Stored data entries
***

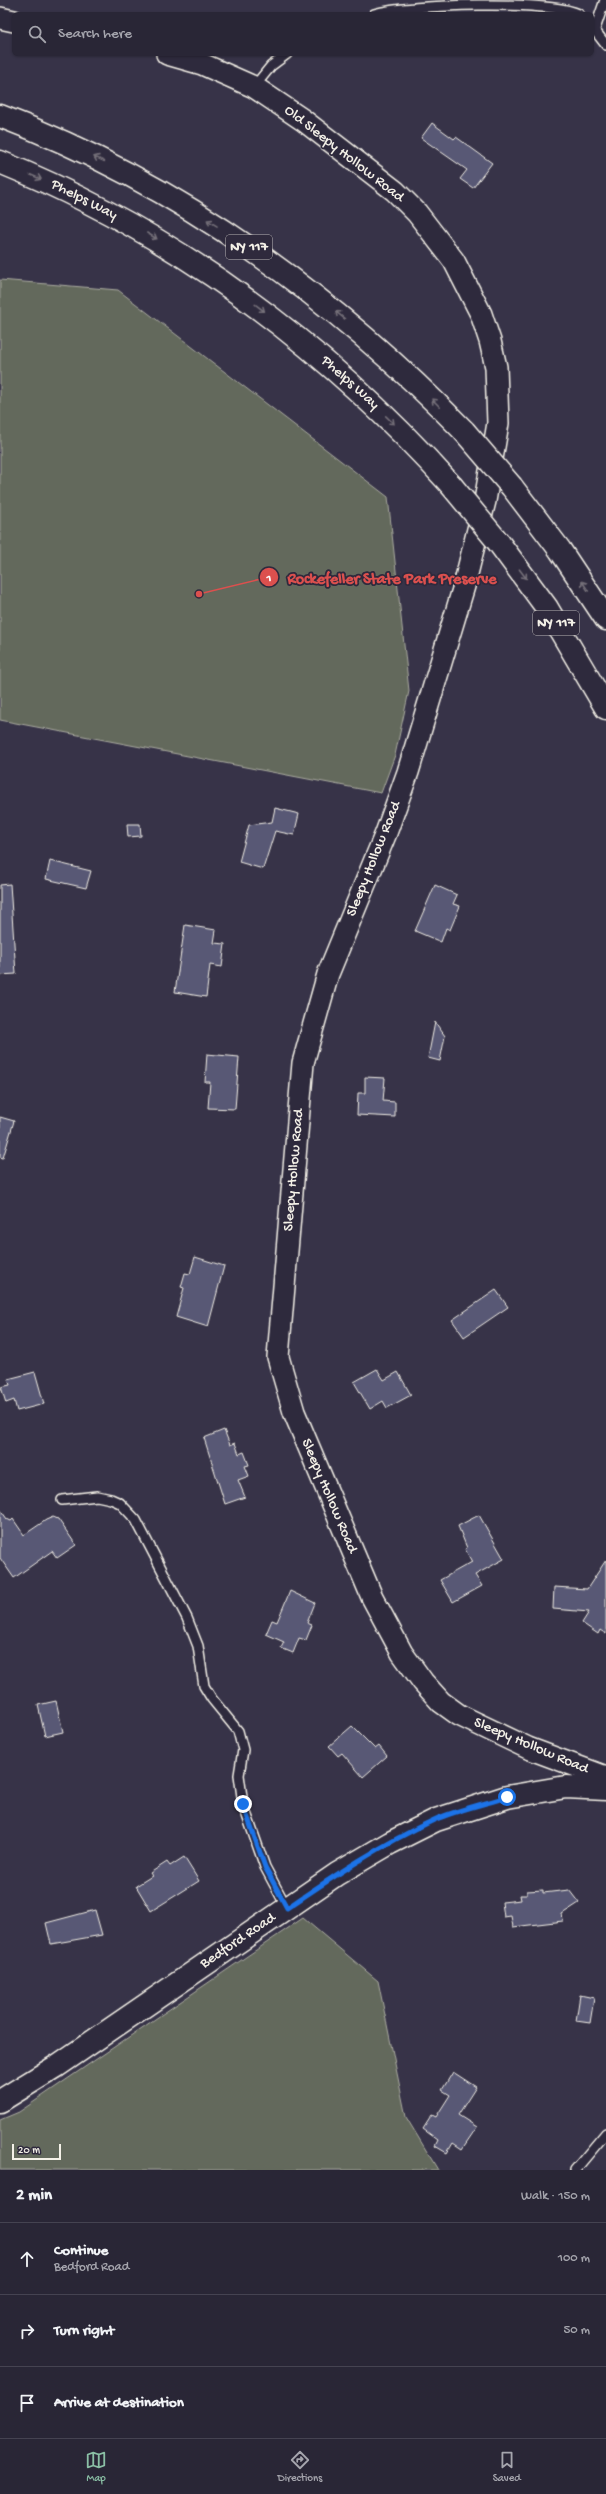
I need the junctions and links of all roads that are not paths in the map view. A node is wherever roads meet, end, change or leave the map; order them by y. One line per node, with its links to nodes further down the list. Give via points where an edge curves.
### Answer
1 (605, 0): 6 (lane)
2 (385, 12): 3 (lane, via 429,4 550,5)
3 (575, 12)
4 (0, 18): 5 (street)
5 (12, 21)
6 (594, 26)
7 (594, 29): 8 (lane)
8 (606, 45)
9 (174, 56): 11 (street, Old Sleepy Hollow Road, via 202,64)
10 (284, 56): 11 (lane, via 271,66)
11 (254, 87): 14 (street, Old Sleepy Hollow Road, via 303,120 395,191 417,213 454,261 481,314 493,354 498,395)
12 (0, 116): 15 (main road, NY 117, one-way to 12, bridge, via 560,550 512,487 464,431 364,335 298,283 185,206 105,161)
13 (0, 162): 16 (main road, Phelps Way / NY 117, one-way to 16, bridge, via 124,220 191,260 234,290 340,373 402,431 499,543 547,608)
14 (495, 448): 18 (street, Sleepy Hollow Road, via 464,586 423,728 386,833 328,974 303,1063 278,1357 294,1412 372,1597 402,1653 422,1682 441,1702 459,1715 528,1748)
15 (606, 619)
16 (606, 708)
17 (62, 1500): 20 (lane, via 97,1496 111,1498 120,1503 136,1520 187,1618 198,1646 204,1686 238,1731 243,1750 239,1775 243,1804 265,1867)
18 (606, 1777)
19 (606, 1789): 20 (main road, Bedford Road, via 566,1786 507,1797 436,1820 337,1874)
20 (287, 1908): 21 (main road, Bedford Road, via 57,2066)
21 (0, 2101)
22 (606, 2133): 23 (lane)
23 (575, 2170)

***

**Work required**. Please repeat each line above exactly as it appears, but omit the pictures.

**Your response**.
I need the junctions and links of all roads that are not paths in the map view. A node is wherever roads meet, end, change or leave the map; order them by y. One line per node, with its links to nodes further down the list. Give via points where an edge curves.
### Answer
1 (605, 0): 6 (lane)
2 (385, 12): 3 (lane, via 429,4 550,5)
3 (575, 12)
4 (0, 18): 5 (street)
5 (12, 21)
6 (594, 26)
7 (594, 29): 8 (lane)
8 (606, 45)
9 (174, 56): 11 (street, Old Sleepy Hollow Road, via 202,64)
10 (284, 56): 11 (lane, via 271,66)
11 (254, 87): 14 (street, Old Sleepy Hollow Road, via 303,120 395,191 417,213 454,261 481,314 493,354 498,395)
12 (0, 116): 15 (main road, NY 117, one-way to 12, bridge, via 560,550 512,487 464,431 364,335 298,283 185,206 105,161)
13 (0, 162): 16 (main road, Phelps Way / NY 117, one-way to 16, bridge, via 124,220 191,260 234,290 340,373 402,431 499,543 547,608)
14 (495, 448): 18 (street, Sleepy Hollow Road, via 464,586 423,728 386,833 328,974 303,1063 278,1357 294,1412 372,1597 402,1653 422,1682 441,1702 459,1715 528,1748)
15 (606, 619)
16 (606, 708)
17 (62, 1500): 20 (lane, via 97,1496 111,1498 120,1503 136,1520 187,1618 198,1646 204,1686 238,1731 243,1750 239,1775 243,1804 265,1867)
18 (606, 1777)
19 (606, 1789): 20 (main road, Bedford Road, via 566,1786 507,1797 436,1820 337,1874)
20 (287, 1908): 21 (main road, Bedford Road, via 57,2066)
21 (0, 2101)
22 (606, 2133): 23 (lane)
23 (575, 2170)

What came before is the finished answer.